Input data –
%%
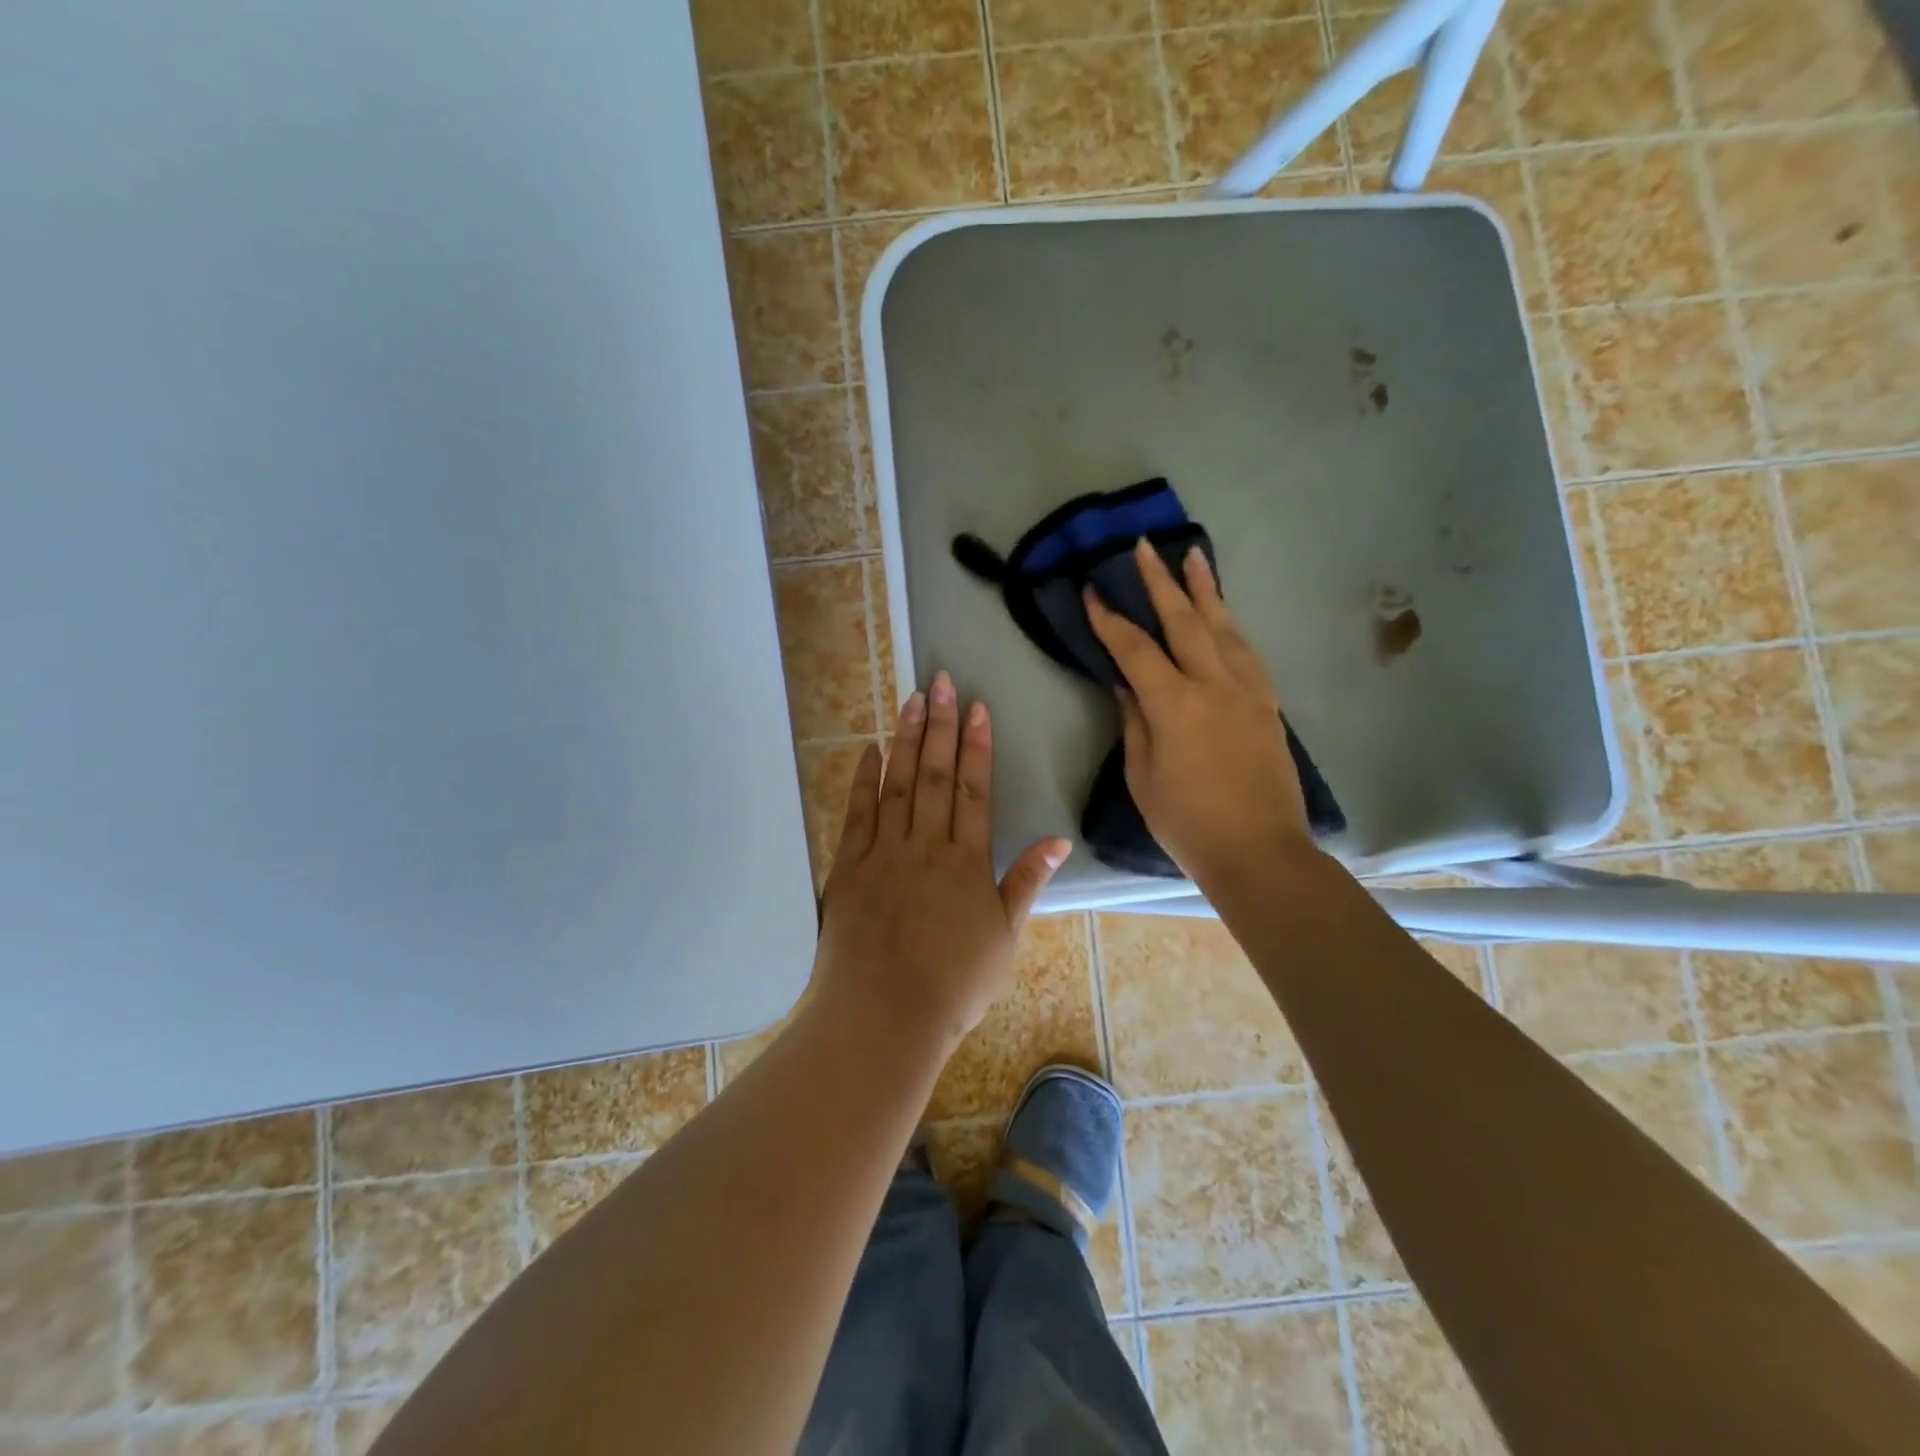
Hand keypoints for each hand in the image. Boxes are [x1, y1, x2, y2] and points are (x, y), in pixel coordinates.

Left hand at [813, 671, 1071, 1050]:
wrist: (885, 1017)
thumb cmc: (955, 984)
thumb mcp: (1004, 937)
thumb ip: (1027, 882)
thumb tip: (1060, 840)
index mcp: (966, 862)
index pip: (974, 791)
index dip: (977, 746)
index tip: (977, 708)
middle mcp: (926, 847)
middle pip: (935, 776)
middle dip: (940, 726)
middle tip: (942, 682)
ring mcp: (884, 854)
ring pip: (898, 785)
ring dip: (906, 740)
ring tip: (912, 700)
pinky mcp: (849, 868)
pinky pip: (857, 815)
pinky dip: (864, 780)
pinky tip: (869, 751)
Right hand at [1084, 538, 1314, 886]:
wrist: (1259, 851)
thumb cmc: (1187, 822)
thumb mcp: (1142, 776)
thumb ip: (1134, 722)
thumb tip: (1127, 685)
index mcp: (1175, 704)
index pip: (1135, 649)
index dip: (1111, 619)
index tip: (1092, 592)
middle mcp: (1215, 684)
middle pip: (1185, 621)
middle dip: (1160, 582)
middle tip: (1144, 547)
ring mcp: (1248, 691)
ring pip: (1224, 627)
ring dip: (1205, 590)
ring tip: (1193, 556)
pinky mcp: (1268, 704)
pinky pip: (1246, 651)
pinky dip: (1230, 625)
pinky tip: (1223, 614)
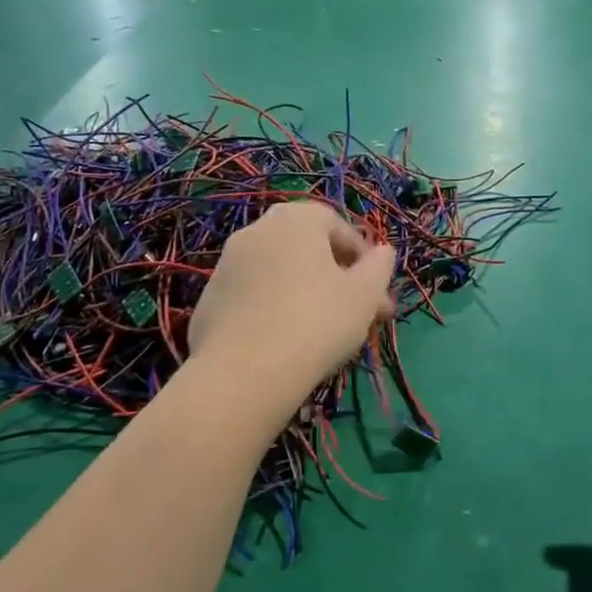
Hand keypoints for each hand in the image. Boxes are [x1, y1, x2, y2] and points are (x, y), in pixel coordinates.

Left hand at [189, 201, 395, 399]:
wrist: (244, 372)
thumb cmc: (317, 322)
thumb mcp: (364, 295)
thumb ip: (379, 267)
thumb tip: (383, 251)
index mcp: (296, 219)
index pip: (336, 225)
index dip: (361, 256)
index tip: (374, 289)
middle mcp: (257, 230)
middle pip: (305, 248)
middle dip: (334, 275)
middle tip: (355, 311)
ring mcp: (226, 263)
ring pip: (278, 272)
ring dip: (303, 291)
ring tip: (322, 331)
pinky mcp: (208, 298)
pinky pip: (252, 297)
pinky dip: (271, 309)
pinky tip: (284, 342)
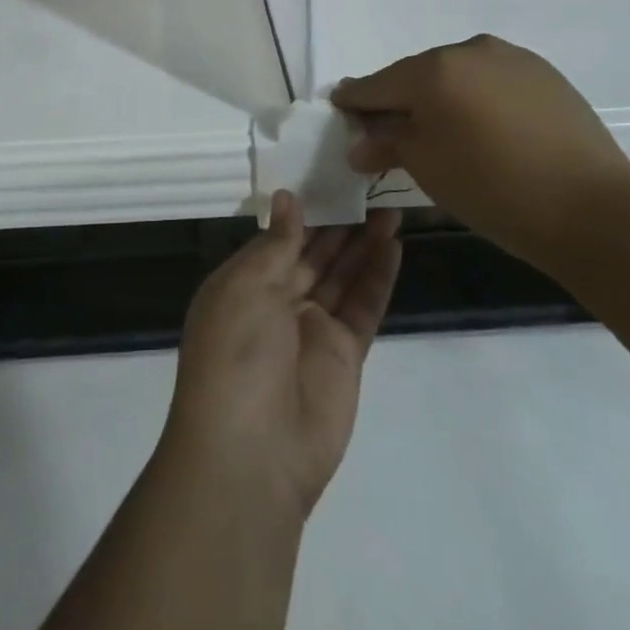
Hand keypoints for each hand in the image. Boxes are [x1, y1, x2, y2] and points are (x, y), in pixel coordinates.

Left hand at [163, 192, 401, 520]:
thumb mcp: (246, 286)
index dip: (304, 210)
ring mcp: (313, 328)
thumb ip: (276, 244)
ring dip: (364, 242)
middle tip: (369, 186)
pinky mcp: (345, 355)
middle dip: (339, 223)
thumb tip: (287, 199)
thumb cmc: (235, 353)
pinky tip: (394, 244)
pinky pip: (363, 305)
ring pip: (343, 274)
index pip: (278, 237)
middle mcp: (277, 301)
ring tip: (390, 206)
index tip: (328, 176)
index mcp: (243, 283)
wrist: (252, 453)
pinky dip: (378, 276)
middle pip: (314, 253)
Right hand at [331, 33, 629, 270]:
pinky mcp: (544, 73)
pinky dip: (477, 98)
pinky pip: (492, 80)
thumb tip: (359, 144)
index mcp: (433, 70)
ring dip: (441, 97)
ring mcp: (511, 58)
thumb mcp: (427, 168)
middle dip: (400, 99)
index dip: (355, 98)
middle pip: (418, 75)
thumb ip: (387, 145)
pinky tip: (484, 127)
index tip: (339, 104)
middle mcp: (469, 50)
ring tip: (440, 130)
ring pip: (458, 75)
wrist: (594, 210)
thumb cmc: (494, 189)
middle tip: (388, 127)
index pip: (379, 84)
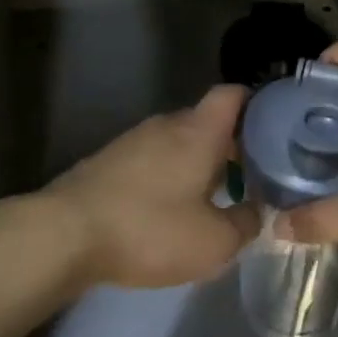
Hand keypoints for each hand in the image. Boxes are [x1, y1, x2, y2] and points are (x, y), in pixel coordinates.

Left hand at [44, 86, 257, 288]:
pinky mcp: (107, 162)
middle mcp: (167, 125)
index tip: (274, 130)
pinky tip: (167, 211)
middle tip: (250, 176)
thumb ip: (246, 224)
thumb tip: (257, 211)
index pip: (234, 94)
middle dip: (230, 145)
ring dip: (197, 164)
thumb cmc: (149, 230)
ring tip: (211, 198)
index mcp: (199, 131)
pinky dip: (167, 177)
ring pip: (178, 142)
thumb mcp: (214, 242)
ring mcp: (133, 140)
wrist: (63, 235)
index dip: (256, 104)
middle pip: (208, 121)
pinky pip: (151, 160)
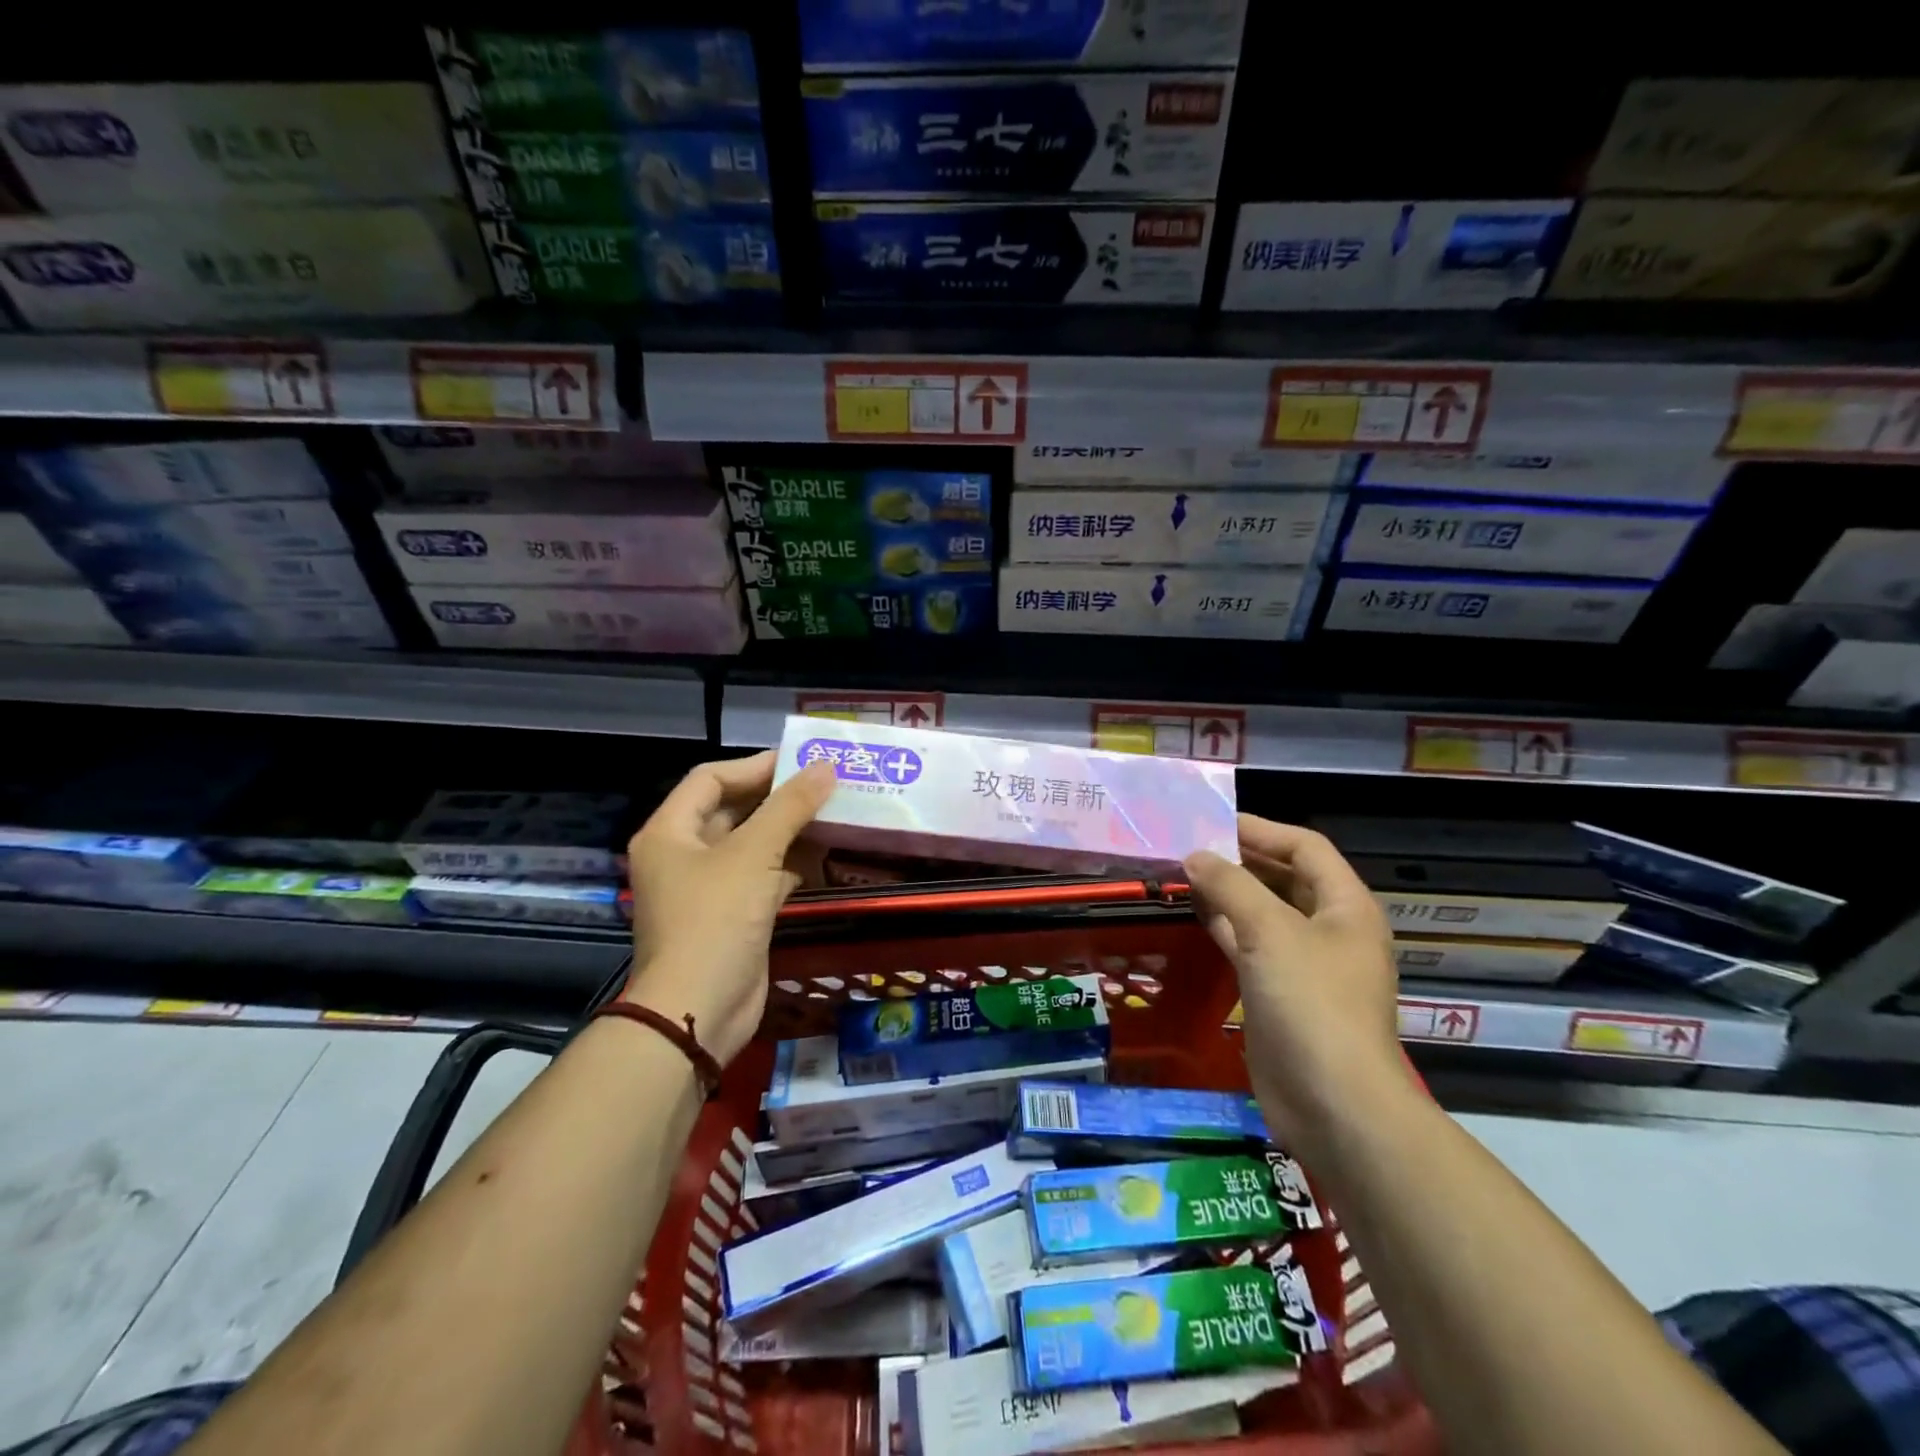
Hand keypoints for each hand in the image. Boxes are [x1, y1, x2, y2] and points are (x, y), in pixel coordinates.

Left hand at [623, 752, 835, 1065]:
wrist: (698, 1012)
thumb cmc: (715, 920)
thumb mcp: (753, 855)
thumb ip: (790, 807)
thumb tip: (825, 767)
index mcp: (670, 832)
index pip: (710, 779)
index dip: (755, 766)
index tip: (801, 761)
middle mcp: (684, 855)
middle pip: (732, 810)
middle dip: (778, 797)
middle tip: (825, 783)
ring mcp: (708, 887)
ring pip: (752, 844)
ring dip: (789, 830)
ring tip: (834, 811)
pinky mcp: (733, 915)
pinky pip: (763, 876)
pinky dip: (790, 864)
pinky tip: (825, 854)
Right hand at [1184, 817, 1411, 1144]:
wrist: (1332, 1104)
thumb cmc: (1311, 1003)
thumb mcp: (1269, 931)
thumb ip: (1230, 885)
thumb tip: (1196, 855)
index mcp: (1345, 906)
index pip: (1304, 847)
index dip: (1261, 829)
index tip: (1212, 821)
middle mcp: (1329, 929)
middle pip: (1284, 877)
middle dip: (1240, 859)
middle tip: (1189, 845)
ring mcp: (1304, 964)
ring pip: (1263, 912)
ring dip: (1227, 892)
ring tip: (1182, 873)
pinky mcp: (1279, 993)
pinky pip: (1249, 945)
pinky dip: (1223, 926)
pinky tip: (1193, 914)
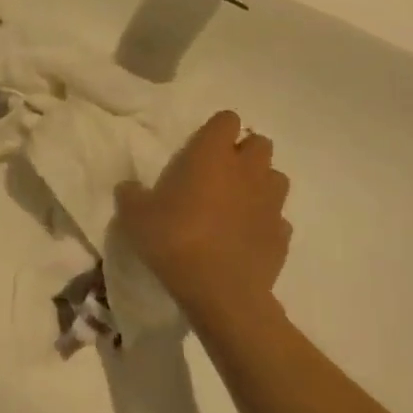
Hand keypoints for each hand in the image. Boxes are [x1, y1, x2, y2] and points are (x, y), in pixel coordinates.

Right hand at [116, 111, 291, 322]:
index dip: (216, 130)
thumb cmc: (175, 240)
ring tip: (236, 203)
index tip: (201, 146)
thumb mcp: (135, 216)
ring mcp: (271, 203)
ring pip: (275, 178)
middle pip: (260, 143)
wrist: (220, 292)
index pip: (227, 120)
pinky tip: (245, 236)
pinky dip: (265, 221)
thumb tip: (130, 189)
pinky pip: (278, 218)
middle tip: (219, 173)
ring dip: (259, 184)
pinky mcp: (282, 236)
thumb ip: (132, 195)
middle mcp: (247, 171)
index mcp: (212, 155)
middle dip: (244, 153)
%%
Exercise prompt – Work from the entries above. Set down exactly and only the lines from the line with "thumb mcp: (427, 168)" to the line with "middle mcp: (167, 125)", both included, and leave the pictures out.

Solution to the problem –
thumb mcp: (427, 168)
middle dip: (400, 99)
index dip: (355, 98)
middle pip: (418, 75)
thumb ip: (387, 145)
pinky tip: (484, 127)
index tip: (339, 104)
middle mcp: (469, 50)
ring tip: (440, 130)
ring pip: (458, 75)
wrist: (594, 210)
thumb cmc: (494, 189)
middle tip: (388, 127)
index pip: (379, 84)
Hand keypoints for each hand in the image. Boxes are [x1, y1, x2, y2] and points are (x, y), in pixel coordinates.

Left hand at [44, 86, 257, 288]:
pinky mcp: (107, 162)
middle mcp: (167, 125)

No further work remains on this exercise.